African street kids help Swiss youths!

Can you imagine? Swiss youths with challenges in life receive help from former street kids and youths from Nairobi’s slums! durchstart is a Swiss organisation that does work integration for youths with challenges. The founder Olivier Moos invited me and the street kids from Nai Nami to do an innovation workshop for his Swiss class.

“If a street child from Nairobi can do it, you can do it too!”

It was a huge success! We were connected live via Zoom and inspired each other. It started with a live tour in the Mathare slum followed by a mentoring session for the Swiss youths. It was fascinating to see what a positive impact ex-gangsters from an African slum can have on Swiss youths!

On the other hand, the Swiss youths developed amazing ideas for Nai Nami with the aim to create additional income during the pandemic: Selling branded Nai Nami masks and making dancing tutorials on TikTok were my favourite ones.

It was such a great experience and it showed me once more that building bridges can lead to awesome opportunities. A big thank you to Olivier Moos – founder of durchstart – for making this happen!

Innovation Coach at the Startup Weekend (EdTech East Africa)

In Nairobi, I attended the Startup Weekend Education event organised by EdTech East Africa in the role of a Design Thinking Innovation Coach. Nova Pioneer – a highly innovative school – sent over 32 young students with whom we worked for 3 days in different teams to solve educational challenges from the kids’ perspective. My team won the final pitch and our solution ranked #1: “Sphinx”, a Math gaming app which allows students to compete real-time with each other on math excerices in a fun way. The goal was to help students take the boredom out of Math. I am still proud of these young bright sparks!

READ THE FULL ARTICLE HERE

Facilitating MBTI at the Young African Leaders Initiative (YALI) in Nairobi

Half of my class could fit on the picture 🙂

It was such a great pleasure to facilitate a workshop about the personality test “Myers-Briggs Type Indicator” (MBTI) at the Young African Leaders Initiative (YALI) in Nairobi. YALI was launched by former President of the United States Barack Obama as a signature effort to invest in the next generation of African leaders.
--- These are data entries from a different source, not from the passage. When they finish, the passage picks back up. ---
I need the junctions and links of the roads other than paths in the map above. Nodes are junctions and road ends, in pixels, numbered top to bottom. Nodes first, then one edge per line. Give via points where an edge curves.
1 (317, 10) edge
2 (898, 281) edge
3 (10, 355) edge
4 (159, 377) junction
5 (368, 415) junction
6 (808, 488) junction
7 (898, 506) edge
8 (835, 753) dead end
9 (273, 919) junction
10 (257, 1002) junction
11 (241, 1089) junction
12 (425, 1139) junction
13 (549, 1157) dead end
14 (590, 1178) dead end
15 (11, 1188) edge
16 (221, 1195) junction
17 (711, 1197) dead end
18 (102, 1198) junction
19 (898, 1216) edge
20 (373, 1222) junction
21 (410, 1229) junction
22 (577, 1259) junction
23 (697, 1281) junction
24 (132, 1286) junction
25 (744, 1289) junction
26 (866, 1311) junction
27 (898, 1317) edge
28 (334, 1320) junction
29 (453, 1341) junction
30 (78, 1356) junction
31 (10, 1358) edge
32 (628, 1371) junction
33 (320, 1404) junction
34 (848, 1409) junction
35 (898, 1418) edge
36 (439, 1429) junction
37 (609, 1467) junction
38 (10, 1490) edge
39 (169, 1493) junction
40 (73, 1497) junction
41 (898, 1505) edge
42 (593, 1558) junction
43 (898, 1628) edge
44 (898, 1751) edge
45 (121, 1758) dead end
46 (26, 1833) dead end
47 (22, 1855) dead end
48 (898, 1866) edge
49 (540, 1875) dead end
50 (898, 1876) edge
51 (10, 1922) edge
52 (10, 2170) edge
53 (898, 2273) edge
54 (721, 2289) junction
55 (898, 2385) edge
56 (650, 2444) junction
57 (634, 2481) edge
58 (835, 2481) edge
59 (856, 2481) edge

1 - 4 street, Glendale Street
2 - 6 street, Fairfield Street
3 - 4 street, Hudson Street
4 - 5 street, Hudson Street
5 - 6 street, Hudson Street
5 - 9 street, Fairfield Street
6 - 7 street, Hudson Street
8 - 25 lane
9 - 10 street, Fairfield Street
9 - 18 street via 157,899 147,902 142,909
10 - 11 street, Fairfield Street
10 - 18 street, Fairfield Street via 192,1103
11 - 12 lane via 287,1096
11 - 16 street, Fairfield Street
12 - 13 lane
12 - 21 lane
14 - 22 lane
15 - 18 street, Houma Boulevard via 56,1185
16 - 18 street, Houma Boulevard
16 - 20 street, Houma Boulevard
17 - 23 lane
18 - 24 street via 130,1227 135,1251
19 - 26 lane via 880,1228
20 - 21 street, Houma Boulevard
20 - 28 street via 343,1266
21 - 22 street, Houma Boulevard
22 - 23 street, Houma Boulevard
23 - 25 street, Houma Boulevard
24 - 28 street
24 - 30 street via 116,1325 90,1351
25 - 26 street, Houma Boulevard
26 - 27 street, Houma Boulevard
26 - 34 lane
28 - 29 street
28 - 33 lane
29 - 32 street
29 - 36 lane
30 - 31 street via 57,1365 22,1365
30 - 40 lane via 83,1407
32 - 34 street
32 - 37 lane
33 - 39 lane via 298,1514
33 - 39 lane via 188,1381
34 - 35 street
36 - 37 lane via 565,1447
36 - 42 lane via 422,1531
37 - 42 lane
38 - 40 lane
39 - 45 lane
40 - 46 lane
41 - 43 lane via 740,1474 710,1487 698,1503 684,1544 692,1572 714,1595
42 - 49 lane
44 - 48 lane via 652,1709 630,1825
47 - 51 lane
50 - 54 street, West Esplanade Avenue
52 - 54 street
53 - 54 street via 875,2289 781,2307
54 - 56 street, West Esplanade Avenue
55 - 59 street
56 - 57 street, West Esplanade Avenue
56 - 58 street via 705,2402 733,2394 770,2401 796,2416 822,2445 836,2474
About 25 students from all over Africa joined the class and my job was to raise self-awareness to make them understand themselves and others better as future leaders. 
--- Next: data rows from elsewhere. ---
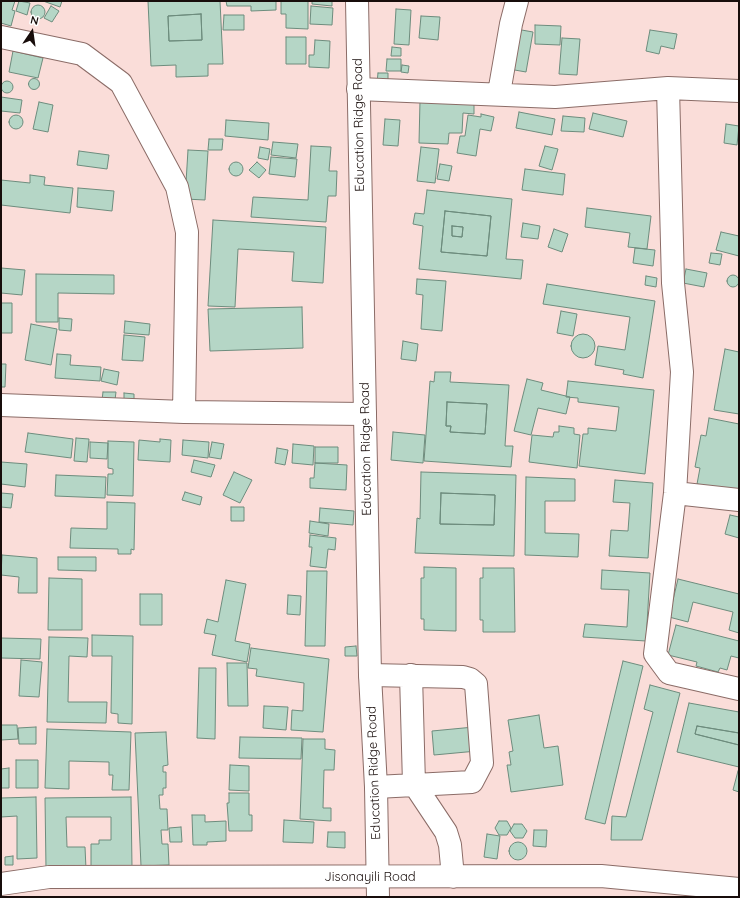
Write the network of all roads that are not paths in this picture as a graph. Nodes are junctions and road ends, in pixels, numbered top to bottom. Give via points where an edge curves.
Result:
1 (357, 1) edge
2 (517, 1) edge
3 (1, 37) edge
4 (668, 88) junction
5 (358, 89) junction
6 (739, 91) edge
7 (499, 93) junction
8 (1, 405) edge
9 (184, 412) junction
10 (365, 414) junction
11 (675, 493) junction
12 (739, 500) edge
13 (370, 675) junction
14 (411, 675) junction
15 (739, 689) edge
16 (414, 784) junction
17 (376, 787) junction
18 (452, 877) junction
19 (1, 884) edge
20 (378, 887) edge
21 (739, 889) edge

1 - 5 street, Education Ridge Road
2 - 7 street
3 - 9 street via 82,54 121,83 177,186 188,232
4 - 6 street
4 - 7 street via 556,97
4 - 11 street via 673,283 682,372
5 - 7 street
5 - 10 street, Education Ridge Road
8 - 9 street
9 - 10 street
10 - 13 street, Education Ridge Road
11 - 12 street
11 - 15 street via 655,654 669,673
13 - 14 street
13 - 17 street, Education Ridge Road
14 - 16 street
14 - 16 street via 463,677 476,684 482,763 472,782
16 - 17 street
16 - 18 street via 446,832 450,845
17 - 20 street, Education Ridge Road
18 - 20 street, Jisonayili Road
18 - 21 street, Jisonayili Road via 601,876
19 - 20 street, Jisonayili Road via 49,877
MBTI is a personality test identifying 16 different personality types that explain how you prefer to perceive and judge the world on 8 different categories. Teaching and explaining the MBTI has a specific challenge: The dimensions give you insights about your preferences and NOT skills! It is very important to highlight this issue over and over again.

My personal MBTI profile is: ENFJ

If you are curious about your own profile, you can take the test here: MBTI

Facilitating for Vizazi & My Mentor Wendy

Wendy De Macker is the founder of Vizazi, an organisation in the Mathare slum in Nairobi, which offers the high-quality training- and counselling program called ‘Social Upgrading Program’ for challenging youth. I did an apprenticeship at Vizazi and Wendy was the person who taught me everything about the dynamics in this environment. What impressed me the, was the fact that she has a deep understanding of how to deal with challenging youth and the whole system they are in. She gave me the real insights about vulnerable youth from slums and without her advice Nai Nami wouldn’t be so successful today.

Wendy has become a close friend of mine and it was a great honour to facilitate twice a design thinking and vision workshop for the trainers of Vizazi. In these workshops, we developed ideas together with the community-based organisations and their leaders on how to make the ‘Social Upgrading Program’ sustainable and income generating. To achieve this, it’s very important that the trainers of the program understand themselves in relation to the work they do. It was very inspiring to see how the simple question “Why are you committing yourself to Vizazi and its youth?” can trigger new reflections and how the resulting answers improved the self-confidence of the trainers.

Speaking At The Amani Institute About My Innovation Insights, Career Shifts and Inner Journey

Being an Amani Fellow myself, it is always a pleasure to share with the new Amani classes my lessons learned from the innovation journey. I do not only share technical insights about social innovation and what I learned from building my own social enterprise, but I also include the different phases of my inner journey. Grit was the most important attribute which I had to show while setting up Nai Nami. What usually catches people’s attention the most though, is the fact that I continuously change roles, jobs and shift between sectors. Showing the fellows that it is possible and how it can be achieved, really motivates me.